(Your objective): No pictures should be carried over. Output all other parts of the entries verbatim.
>>
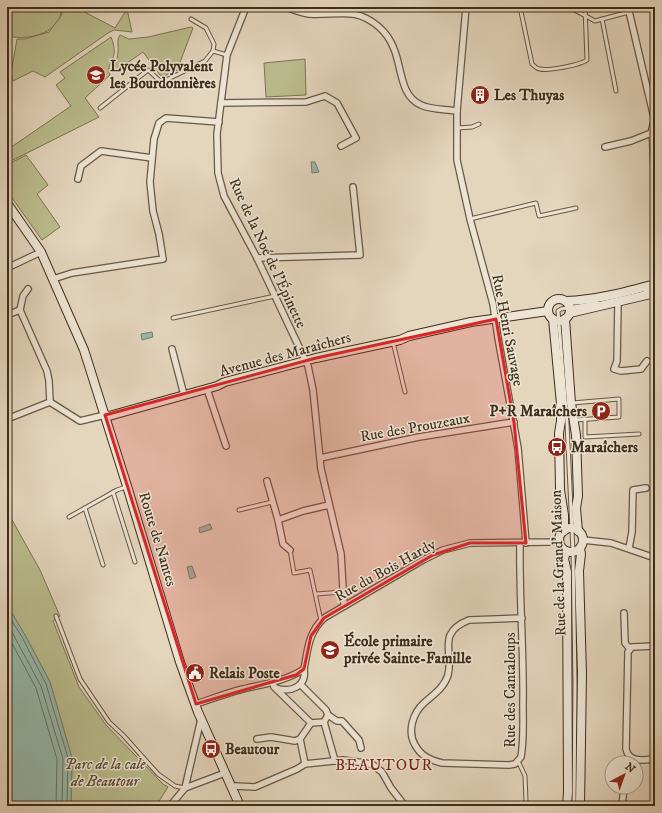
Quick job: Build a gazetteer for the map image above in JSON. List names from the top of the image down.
{
  "streets": {
    "main road": ["Avenue des Maraîchers", "Route de Nantes", "Rue de la Grand' Maison"],
    "street": [
      "Rue de la Noé de l'Épinette",
      "Rue Henri Sauvage",
      "Rue des Prouzeaux",
      "Rue du Bois Hardy",
      "Rue des Cantaloups"
    ]
  },
  "crossings": [
    ["Rue de la Noé de l'Épinette", "Avenue des Maraîchers"],
    ["Rue de la Noé de l'Épinette", "Rue des Prouzeaux"],
    ["Rue de la Noé de l'Épinette", "Rue du Bois Hardy"],
    ["Rue Henri Sauvage", "Avenue des Maraîchers"],
    ["Rue Henri Sauvage", "Rue des Prouzeaux"],
    ["Rue Henri Sauvage", "Rue du Bois Hardy"],
    ["Rue Henri Sauvage", "Rue des Cantaloups"],
    ["Avenue des Maraîchers", "Route de Nantes"],
    ["Rue du Bois Hardy", "Rue des Cantaloups"]
  ],
  "districts": ["BEAUTOUR"],
  "parks": ["Parc de la cale de Beautour"],
  "places": {
    "school or university": ["Lycée Polyvalent les Bourdonnières", "École primaire privée Sainte-Famille"],
    "building": ["Les Thuyas"],
    "parking": ["P+R Maraîchers"],
    "bus stop": ["Maraîchers", "Beautour"],
    "public building": ["Relais Poste"]
  },
  "north": "top right"
}
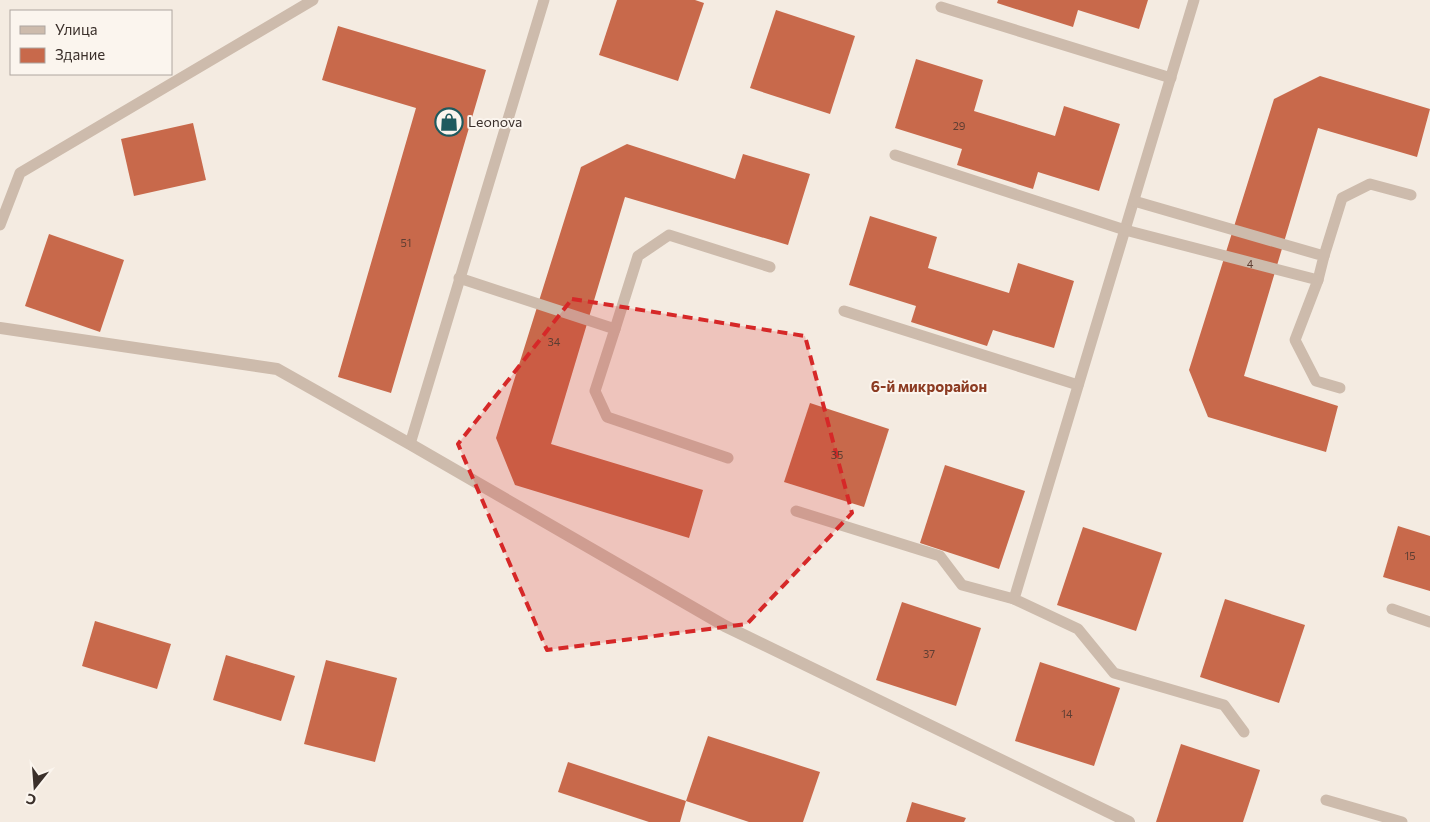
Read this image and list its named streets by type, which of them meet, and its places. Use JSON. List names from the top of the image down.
{
  "districts": ["6-й микрорайон"],
  "places": {
    "shop": ["Leonova"]
  },
  "house_numbers": [
    "29",
    "51",
    "4",
    "34",
    "35",
    "15",
    "37",
    "14"
  ],
  "legend": ["Улица", "Здание"],
  "north": "bottom"
}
<<
(Finished exercise):
Quick job: Build a gazetteer for the map image above in JSON. List names from the top of the image down.
{
  "streets": {
    "main road": ["Avenue des Maraîchers", "Route de Nantes", "Rue de la Grand' Maison"],
    "street": [
      "Rue de la Noé de l'Épinette",
      "Rue Henri Sauvage",
      "Rue des Prouzeaux",
      "Rue du Bois Hardy",
      "Rue des Cantaloups"
    ]
  },
  "crossings": [
    ["Rue de la Noé de l'Épinette", "Avenue des Maraîchers"],
    ["Rue de la Noé de l'Épinette", "Rue des Prouzeaux"],
    ["Rue de la Noé de l'Épinette", "Rue du Bois Hardy"],
    ["Rue Henri Sauvage", "Avenue des Maraîchers"],
    ["Rue Henri Sauvage", "Rue des Prouzeaux"],
    ["Rue Henri Sauvage", "Rue du Bois Hardy"],
    ["Rue Henri Sauvage", "Rue des Cantaloups"],
    ["Avenue des Maraîchers", "Route de Nantes"],
    ["Rue du Bois Hardy", "Rue des Cantaloups"]
  ],
  "districts": ["BEAUTOUR"],
  "parks": ["Parc de la cale de Beautour"],
  "places": {
    "school or university": ["Lycée Polyvalent les Bourdonnières", "École primaire privée Sainte-Famille"],
    "building": ["Les Thuyas"],
    "parking": ["P+R Maraîchers"],
    "bus stop": ["Maraîchers", "Beautour"],
    "public building": ["Relais Poste"]
  },
  "north": "top right"
}
Read this image and list its named streets by type, which of them meet, and its places. Use JSON. List names from the top of the image down.
{
  "districts": ["6-й микрорайон"],
  "places": {
    "shop": ["Leonova"]
  },
  "house_numbers": [
    "29",
    "51",
    "4",
    "34",
    "35",
    "15",
    "37",
    "14"
  ],
  "legend": ["Улица", "Здание"],
  "north": "bottom"
}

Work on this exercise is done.